*** Opening of DATA SUPPLIED ***

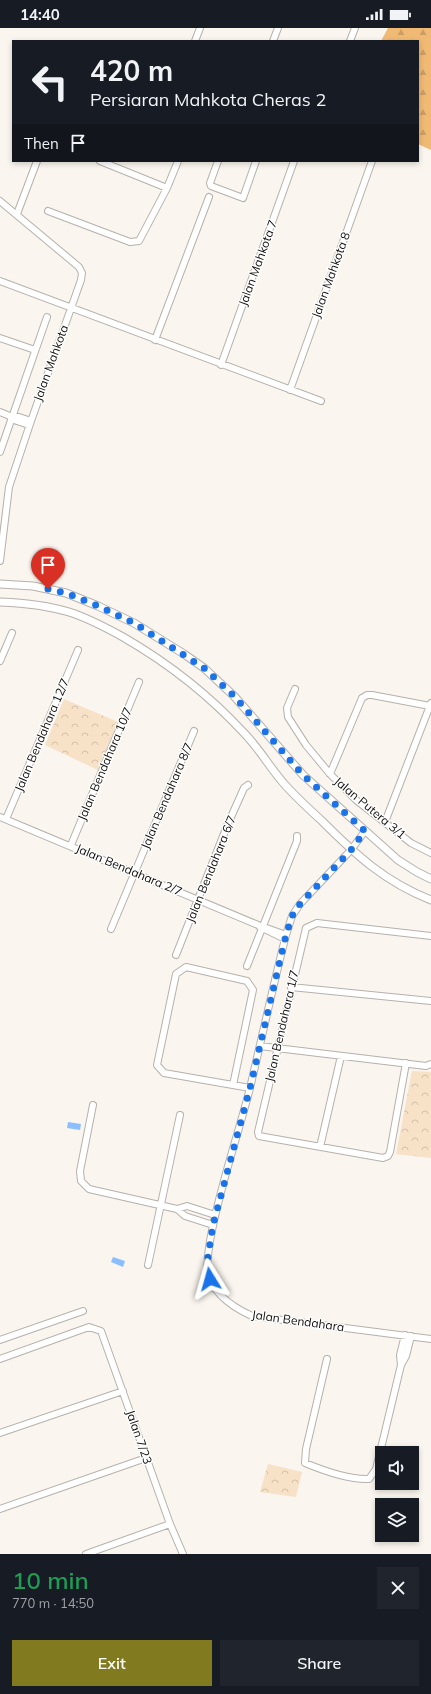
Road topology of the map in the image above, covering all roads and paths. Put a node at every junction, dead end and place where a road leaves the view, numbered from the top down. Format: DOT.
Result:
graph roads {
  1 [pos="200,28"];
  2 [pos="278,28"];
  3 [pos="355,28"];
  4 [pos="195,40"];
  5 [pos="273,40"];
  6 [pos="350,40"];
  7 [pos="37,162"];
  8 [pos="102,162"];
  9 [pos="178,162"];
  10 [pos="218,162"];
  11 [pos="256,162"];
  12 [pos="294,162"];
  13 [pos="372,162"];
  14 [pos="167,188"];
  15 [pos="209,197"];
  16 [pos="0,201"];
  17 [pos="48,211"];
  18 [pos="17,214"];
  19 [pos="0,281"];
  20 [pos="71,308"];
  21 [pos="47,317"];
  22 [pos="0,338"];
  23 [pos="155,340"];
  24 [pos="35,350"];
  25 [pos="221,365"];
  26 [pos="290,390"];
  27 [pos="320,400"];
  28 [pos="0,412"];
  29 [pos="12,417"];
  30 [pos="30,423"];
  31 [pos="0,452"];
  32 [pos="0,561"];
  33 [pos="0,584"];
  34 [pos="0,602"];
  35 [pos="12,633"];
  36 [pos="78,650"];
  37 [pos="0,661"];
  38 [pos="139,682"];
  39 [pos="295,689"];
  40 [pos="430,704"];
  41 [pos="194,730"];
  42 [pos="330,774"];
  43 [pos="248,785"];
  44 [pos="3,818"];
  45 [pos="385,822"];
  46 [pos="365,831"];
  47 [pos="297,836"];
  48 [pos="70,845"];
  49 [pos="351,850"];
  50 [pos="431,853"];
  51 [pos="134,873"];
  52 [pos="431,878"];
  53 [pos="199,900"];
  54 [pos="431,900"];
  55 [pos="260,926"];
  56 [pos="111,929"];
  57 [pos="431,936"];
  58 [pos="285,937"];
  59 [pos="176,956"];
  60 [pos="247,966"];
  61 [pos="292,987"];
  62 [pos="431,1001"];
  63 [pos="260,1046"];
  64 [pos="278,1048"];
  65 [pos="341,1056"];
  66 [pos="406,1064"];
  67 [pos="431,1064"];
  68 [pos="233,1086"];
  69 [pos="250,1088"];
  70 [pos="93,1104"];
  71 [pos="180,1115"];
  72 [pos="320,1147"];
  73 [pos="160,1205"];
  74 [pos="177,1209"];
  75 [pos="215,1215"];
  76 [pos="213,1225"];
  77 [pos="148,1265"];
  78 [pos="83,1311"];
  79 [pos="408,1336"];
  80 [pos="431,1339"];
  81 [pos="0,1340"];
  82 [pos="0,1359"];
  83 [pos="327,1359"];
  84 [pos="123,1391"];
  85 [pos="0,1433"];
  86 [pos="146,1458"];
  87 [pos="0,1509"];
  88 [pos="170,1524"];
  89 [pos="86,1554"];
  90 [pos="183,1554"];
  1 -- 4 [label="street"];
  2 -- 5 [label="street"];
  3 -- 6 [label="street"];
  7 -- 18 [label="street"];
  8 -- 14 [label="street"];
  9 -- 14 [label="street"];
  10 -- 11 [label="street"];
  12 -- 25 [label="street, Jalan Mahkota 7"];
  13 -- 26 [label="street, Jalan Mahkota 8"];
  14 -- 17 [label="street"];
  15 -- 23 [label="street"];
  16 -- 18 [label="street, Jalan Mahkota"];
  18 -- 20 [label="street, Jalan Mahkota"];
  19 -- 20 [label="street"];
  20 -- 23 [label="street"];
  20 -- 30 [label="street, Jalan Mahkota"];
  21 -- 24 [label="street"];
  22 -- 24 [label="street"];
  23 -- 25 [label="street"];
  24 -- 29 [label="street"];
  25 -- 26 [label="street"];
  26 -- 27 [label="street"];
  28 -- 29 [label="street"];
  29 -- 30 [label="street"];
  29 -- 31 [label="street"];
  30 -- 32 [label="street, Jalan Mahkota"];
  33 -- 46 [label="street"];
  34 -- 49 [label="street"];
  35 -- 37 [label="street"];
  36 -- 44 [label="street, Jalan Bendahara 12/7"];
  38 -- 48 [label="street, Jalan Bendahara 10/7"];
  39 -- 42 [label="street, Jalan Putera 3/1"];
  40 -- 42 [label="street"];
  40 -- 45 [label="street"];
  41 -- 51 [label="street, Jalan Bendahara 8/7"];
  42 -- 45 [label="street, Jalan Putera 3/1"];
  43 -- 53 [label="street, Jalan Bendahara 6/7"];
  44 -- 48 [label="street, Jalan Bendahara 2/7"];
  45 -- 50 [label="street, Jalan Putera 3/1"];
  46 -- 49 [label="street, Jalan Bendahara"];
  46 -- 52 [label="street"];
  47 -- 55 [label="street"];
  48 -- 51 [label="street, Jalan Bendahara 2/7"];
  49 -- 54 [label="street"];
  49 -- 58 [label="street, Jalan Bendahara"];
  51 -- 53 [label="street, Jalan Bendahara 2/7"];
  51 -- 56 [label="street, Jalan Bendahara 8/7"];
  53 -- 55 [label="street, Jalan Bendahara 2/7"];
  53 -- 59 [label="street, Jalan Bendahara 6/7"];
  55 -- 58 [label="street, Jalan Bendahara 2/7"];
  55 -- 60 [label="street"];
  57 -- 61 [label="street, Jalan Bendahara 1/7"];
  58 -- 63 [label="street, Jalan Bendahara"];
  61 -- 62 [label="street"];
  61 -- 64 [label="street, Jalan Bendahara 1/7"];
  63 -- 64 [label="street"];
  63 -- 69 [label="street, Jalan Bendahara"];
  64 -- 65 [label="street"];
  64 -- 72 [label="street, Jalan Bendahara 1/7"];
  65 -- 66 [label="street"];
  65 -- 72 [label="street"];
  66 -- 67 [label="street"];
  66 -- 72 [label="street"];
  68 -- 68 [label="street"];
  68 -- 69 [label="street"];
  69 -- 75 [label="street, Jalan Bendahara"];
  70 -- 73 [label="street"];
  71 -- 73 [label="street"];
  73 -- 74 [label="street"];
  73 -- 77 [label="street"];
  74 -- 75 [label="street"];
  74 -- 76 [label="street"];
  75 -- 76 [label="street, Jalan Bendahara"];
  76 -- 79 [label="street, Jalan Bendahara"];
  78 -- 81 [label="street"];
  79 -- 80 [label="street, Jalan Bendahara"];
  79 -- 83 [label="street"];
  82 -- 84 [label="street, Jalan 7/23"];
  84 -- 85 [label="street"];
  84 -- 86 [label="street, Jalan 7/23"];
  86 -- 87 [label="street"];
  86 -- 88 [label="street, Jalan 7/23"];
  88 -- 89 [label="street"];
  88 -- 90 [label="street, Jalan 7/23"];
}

*** Close of DATA SUPPLIED ***

YOUR TASK
From first line to last, return the records verbatim without their pictures.

ANSWER SECTION
Road topology of the map in the image above, covering all roads and paths. Put a node at every junction, dead end and place where a road leaves the view, numbered from the top down. Format: DOT.
Result:
graph roads {
  1 [pos="200,28"];
  2 [pos="278,28"];
  3 [pos="355,28"];
  4 [pos="195,40"];
  5 [pos="273,40"];
  6 [pos="350,40"];
  7 [pos="37,162"];
  8 [pos="102,162"];
  9 [pos="178,162"];
  10 [pos="218,162"];
  11 [pos="256,162"];
  12 [pos="294,162"];
  13 [pos="372,162"];
  14 [pos="167,188"];
  15 [pos="209,197"];
  16 [pos="0,201"];
  17 [pos="48,211"];
  18 [pos="17,214"];
  19 [pos="0,281"];
  20 [pos="71,308"];
  21 [pos="47,317"];
  22 [pos="0,338"];
  23 [pos="155,340"];
  24 [pos="35,350"];
  25 [pos="221,365"];
  26 [pos="290,390"];
  27 [pos="320,400"];
  28 [pos="0,412"];
  29 [pos="12,417"];
  30 [pos="30,423"];
  31 [pos="0,452"];
  32 [pos="0,561"];
  33 [pos="0,584"];
  34 [pos="0,602"];
  35 [pos="12,633"];
  36 [pos="78,650"];
  37 [pos="0,661"];
  38 [pos="139,682"];
  39 [pos="295,689"];
  40 [pos="430,704"];
  41 [pos="194,730"];
  42 [pos="330,774"];
  43 [pos="248,785"];
  44 [pos="3,818"];
  45 [pos="385,822"];
  46 [pos="365,831"];
  47 [pos="297,836"];
  48 [pos="70,845"];
  49 [pos="351,850"];
  50 [pos="431,853"];
  51 [pos="134,873"];
  52 [pos="431,878"];
  53 [pos="199,900"];
  54 [pos="431,900"];
  55 [pos="260,926"];
  56 [pos="111,929"];
  57 [pos="431,936"];
  58 [pos="285,937"];
  59 [pos="176,956"];
  60 [pos="247,966"];
  61 [pos="292,987"];
  62 [pos="431,1001"];
  63 [pos="260,1046"];
  64 [pos="278,1048"];
  65 [pos="341,1056"];
  66 [pos="406,1064"];
  67 [pos="431,1064"];
  68 [pos="233,1086"];
  69 [pos="250,1088"];
  70 [pos="93,1104"];
  71 [pos="180,1115"];
  72 [pos="320,1147"];
  73 [pos="160,1205"];
  74 [pos="177,1209"];
  75 [pos="215,1215"];
  76 [pos="213,1225"];
  77 [pos="148,1265"];
  78 [pos="83,1311"];
  79 [pos="408,1336"];
  80 [pos="431,1339"];
  81 [pos="0,1340"];
  82 [pos="0,1359"];
  83 [pos="327,1359"];
  84 [pos="123,1391"];
  85 [pos="0,1433"];
  86 [pos="146,1458"];
  87 [pos="0,1509"];
  88 [pos="170,1524"];
  89 [pos="86,1554"];
  90 [pos="183,1554"];
  1 -- 4 [label="street"];
  2 -- 5 [label="street"];
  3 -- 6 [label="street"];
  7 -- 18 [label="street"];
  8 -- 14 [label="street"];
  9 -- 14 [label="street"];
  10 -- 11 [label="street"];
  12 -- 25 [label="street, Jalan Mahkota 7"];
  13 -- 26 [label="street, Jalan Mahkota 8"];
  14 -- 17 [label="street"];
  15 -- 23 [label="street"];
  16 -- 18 [label="street, Jalan Mahkota"];
  18 -- 20 [label="street, Jalan Mahkota"];
  19 -- 20 [label="street"];
  20 -- 23 [label="street"];
  20 -- 30 [label="street, Jalan Mahkota"];
  21 -- 24 [label="street"];
  22 -- 24 [label="street"];
  23 -- 25 [label="street"];
  24 -- 29 [label="street"];
  25 -- 26 [label="street"];
  26 -- 27 [label="street"];
  28 -- 29 [label="street"];
  29 -- 30 [label="street"];
  29 -- 31 [label="street"];
  30 -- 32 [label="street, Jalan Mahkota"];
  33 -- 46 [label="street"];
  34 -- 49 [label="street"];
  35 -- 37 [label="street"];
  36 -- 44 [label="street, Jalan Bendahara 12/7"];
  38 -- 48 [label="street, Jalan Bendahara 10/7"];
  39 -- 42 [label="street, Jalan Putera 3/1"];
  40 -- 42 [label="street"];
  40 -- 45 [label="street"];
  41 -- 51 [label="street, Jalan Bendahara 8/7"];
  42 -- 45 [label="street, Jalan Putera 3/1"];
  43 -- 53 [label="street, Jalan Bendahara 6/7"];
  44 -- 48 [label="street, Jalan Bendahara 2/7"];
  45 -- 50 [label="street, Jalan Putera 3/1"];
  46 -- 49 [label="street, Jalan Bendahara"];
  46 -- 52 [label="street"];
  47 -- 55 [label="street"];
  48 -- 51 [label="street, Jalan Bendahara 2/7"];
  49 -- 54 [label="street"];
  49 -- 58 [label="street, Jalan Bendahara"];
  51 -- 53 [label="street, Jalan Bendahara 2/7"];
  51 -- 56 [label="street, Jalan Bendahara 8/7"];
  53 -- 55 [label="street, Jalan Bendahara 2/7"];
  53 -- 59 [label="street, Jalan Bendahara 6/7"];
  55 -- 58 [label="street, Jalan Bendahara 2/7"];
  55 -- 60 [label="street"];
  57 -- 61 [label="street, Jalan Bendahara 1/7"];
  58 -- 63 [label="street, Jalan Bendahara"];
  61 -- 62 [label="street"];
  61 -- 64 [label="street, Jalan Bendahara 1/7"];
  63 -- 64 [label="street"];
  63 -- 69 [label="street, Jalan Bendahara"];
  64 -- 65 [label="street"];
  64 -- 72 [label="street, Jalan Bendahara 1/7"];
  65 -- 66 [label="street"];
  65 -- 72 [label="street"];
  66 -- 67 [label="street"];
  66 -- 72 [label="street"];
  68 -- 68 [label="street"];
  68 -- 69 [label="street"];
  69 -- 75 [label="street, Jalan Bendahara"];
  70 -- 73 [label="street"];
  71 -- 73 [label="street"];
  73 -- 74 [label="street"];
  73 -- 77 [label="street"];
  74 -- 75 [label="street"];
  74 -- 76 [label="street"];
  75 -- 76 [label="street, Jalan Bendahara"];
  76 -- 79 [label="street, Jalan Bendahara"];
  78 -- 81 [label="street"];
  79 -- 80 [label="street, Jalan Bendahara"];
  79 -- 83 [label="street"];
  82 -- 84 [label="street, Jalan 7/23"];
  84 -- 85 [label="street"];
  84 -- 86 [label="street, Jalan 7/23"];
  86 -- 87 [label="street"];
  86 -- 88 [label="street, Jalan 7/23"];
  88 -- 89 [label="street"];
  88 -- 90 [label="street, Jalan 7/23"];
}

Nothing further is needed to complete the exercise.